Divulgada na quarta-feira, a liminar do desembargador Benedicto Abicair, da 6ª Câmara Cível do Tribunal de Justiça do Rio de Janeiro, causou controvérsia, com acusações de censura e de fim da liberdade de expressão. O magistrado afirmou em sua decisão que a retirada do humorístico do ar seria uma maneira adequada e benéfica de "acalmar ânimos".
"Por todo o exposto, se me aparenta, portanto, mais adequado e benéfico, não só para a comunidade cristã, mas para a sociedade brasileira, majoritariamente cristã, até que se julgue o mérito do Agravo, recorrer-se à cautela, para acalmar ânimos, pelo que concedo a liminar na forma requerida", escreveu o magistrado.
Abicair ressaltou ainda que não consegue classificar o especial do Porta dos Fundos como "produção artística" e que seria menos prejudicial tirá-lo do ar do que mantê-lo em uma plataforma que pode ser acessada inclusive por crianças --apesar de o programa ter classificação indicativa 18 anos.
"Ressalto, por oportuno, que as redes sociais são incontroláveis e a Netflix, até onde sei, é passível de ser acessada por qualquer um que queira nela ingressar, inclusive menores, bem como o título de 'produção artística' não reflete a realidade do que foi reproduzido", proclamou o magistado.
"Daí a minha avaliação, nesse momento, é de que as consequências da divulgação e exibição da 'produção artística' da primeira Agravada são mais passíveis de provocar danos mais graves e irreparáveis do que sua suspenção [sic], até porque o Natal de 2019 já foi comemorado por todos."
A decisão vai ao encontro de um pedido de retirada do ar feito pela Associação Centro Dom Bosco de Fé e Cultura.
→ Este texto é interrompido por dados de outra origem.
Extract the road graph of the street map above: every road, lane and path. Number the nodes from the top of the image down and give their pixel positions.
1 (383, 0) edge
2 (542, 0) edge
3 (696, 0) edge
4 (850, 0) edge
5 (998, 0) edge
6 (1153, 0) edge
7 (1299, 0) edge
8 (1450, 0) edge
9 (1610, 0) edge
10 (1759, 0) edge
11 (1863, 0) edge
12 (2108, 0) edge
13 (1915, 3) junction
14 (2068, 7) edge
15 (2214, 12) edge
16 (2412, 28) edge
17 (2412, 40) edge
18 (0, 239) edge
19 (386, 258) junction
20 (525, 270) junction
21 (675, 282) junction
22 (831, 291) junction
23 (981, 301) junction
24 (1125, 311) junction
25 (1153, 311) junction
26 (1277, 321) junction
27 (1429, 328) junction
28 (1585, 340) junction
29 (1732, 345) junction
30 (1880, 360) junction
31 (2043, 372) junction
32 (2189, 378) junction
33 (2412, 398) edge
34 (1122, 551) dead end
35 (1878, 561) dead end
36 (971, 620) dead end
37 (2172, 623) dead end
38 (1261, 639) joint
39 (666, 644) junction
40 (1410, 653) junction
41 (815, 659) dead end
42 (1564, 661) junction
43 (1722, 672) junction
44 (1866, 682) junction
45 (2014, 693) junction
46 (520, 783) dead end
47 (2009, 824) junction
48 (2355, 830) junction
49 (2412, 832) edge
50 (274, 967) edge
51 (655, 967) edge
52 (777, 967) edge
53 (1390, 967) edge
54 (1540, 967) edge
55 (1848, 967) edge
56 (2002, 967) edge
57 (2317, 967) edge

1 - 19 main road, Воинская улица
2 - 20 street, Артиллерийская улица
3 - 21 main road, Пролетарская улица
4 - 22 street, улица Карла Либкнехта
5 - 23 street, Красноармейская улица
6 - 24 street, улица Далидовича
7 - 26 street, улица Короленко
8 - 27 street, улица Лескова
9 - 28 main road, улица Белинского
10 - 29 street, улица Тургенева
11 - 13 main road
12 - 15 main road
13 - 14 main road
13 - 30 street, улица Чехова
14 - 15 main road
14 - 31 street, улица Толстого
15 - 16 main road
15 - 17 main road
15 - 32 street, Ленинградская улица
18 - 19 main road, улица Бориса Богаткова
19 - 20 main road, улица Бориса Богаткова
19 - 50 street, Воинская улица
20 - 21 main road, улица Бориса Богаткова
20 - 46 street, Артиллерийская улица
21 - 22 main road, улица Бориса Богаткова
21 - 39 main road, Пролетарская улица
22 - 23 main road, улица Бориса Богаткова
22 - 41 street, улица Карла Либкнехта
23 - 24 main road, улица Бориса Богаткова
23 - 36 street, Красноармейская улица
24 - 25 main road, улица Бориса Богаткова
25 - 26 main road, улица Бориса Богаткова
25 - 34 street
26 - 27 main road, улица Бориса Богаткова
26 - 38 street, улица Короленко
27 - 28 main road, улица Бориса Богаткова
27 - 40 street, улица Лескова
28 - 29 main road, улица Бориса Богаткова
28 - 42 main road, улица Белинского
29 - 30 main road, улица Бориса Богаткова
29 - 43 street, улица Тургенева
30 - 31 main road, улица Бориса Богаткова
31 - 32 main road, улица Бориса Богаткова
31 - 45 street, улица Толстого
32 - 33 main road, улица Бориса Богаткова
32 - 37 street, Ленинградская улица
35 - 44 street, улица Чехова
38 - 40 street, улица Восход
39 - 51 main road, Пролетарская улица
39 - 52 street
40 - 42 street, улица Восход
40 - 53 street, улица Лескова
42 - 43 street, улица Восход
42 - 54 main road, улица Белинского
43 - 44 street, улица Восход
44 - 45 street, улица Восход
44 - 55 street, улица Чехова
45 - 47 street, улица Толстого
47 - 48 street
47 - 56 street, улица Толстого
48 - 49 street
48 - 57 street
Em primeira instância, a solicitação do grupo havia sido negada. O magistrado alegou ser a favor da liberdade de expressão, mas ressaltou que isso não significa uma brincadeira sem limites com a fé alheia.
"O debate consiste na troca de opiniões. A crítica na avaliação contrária a gostos ou princípios. Achincalhe consite em desmerecer algo ou alguém por motivos subjetivos, sem medir consequências. Assim que interpreto", define.
"O que se pretende, nos autos, é apurar, dentro dos princípios morais, constitucionais e legais como caracterizar o procedimento da primeira Agravada com sua 'obra de arte'. Ainda não há subsídios suficientes, sob minha ótica, para essa interpretação definitiva", continua Abicair na liminar.
"Contudo, sou cauteloso, seguindo a esteira da doutrina e jurisprudência, leia-se STF, de que o direito à liberdade de expressão, imprensa e artística não é absoluto. Entendo, sim, que deve haver ponderação para que excessos não ocorram, evitando-se consequências nefastas para muitos, por eventual insensatez de poucos."
O especial de cerca de 45 minutos apresenta uma versão de Jesus (Gregorio Duvivier) com tendências homossexuais e que volta de sua passagem de 40 dias pelo deserto acompanhado do namorado, Orlando (Fábio Porchat). A representação de um Cristo gay incomodou religiosos.
Por causa do especial, a sede do Porta dos Fundos no Rio de Janeiro foi alvo de um atentado na madrugada de 24 de dezembro. Dois coquetéis molotov foram jogados contra o prédio. O fogo foi contido pelo segurança que estava no local no momento do ataque.
O único suspeito identificado, Eduardo Fauzi, fugiu para a Rússia no fim do mês passado, antes da expedição de um mandado de prisão contra ele. Considerado foragido pela Justiça brasileira, ele foi adicionado à lista da Interpol para que seja extraditado de volta ao país.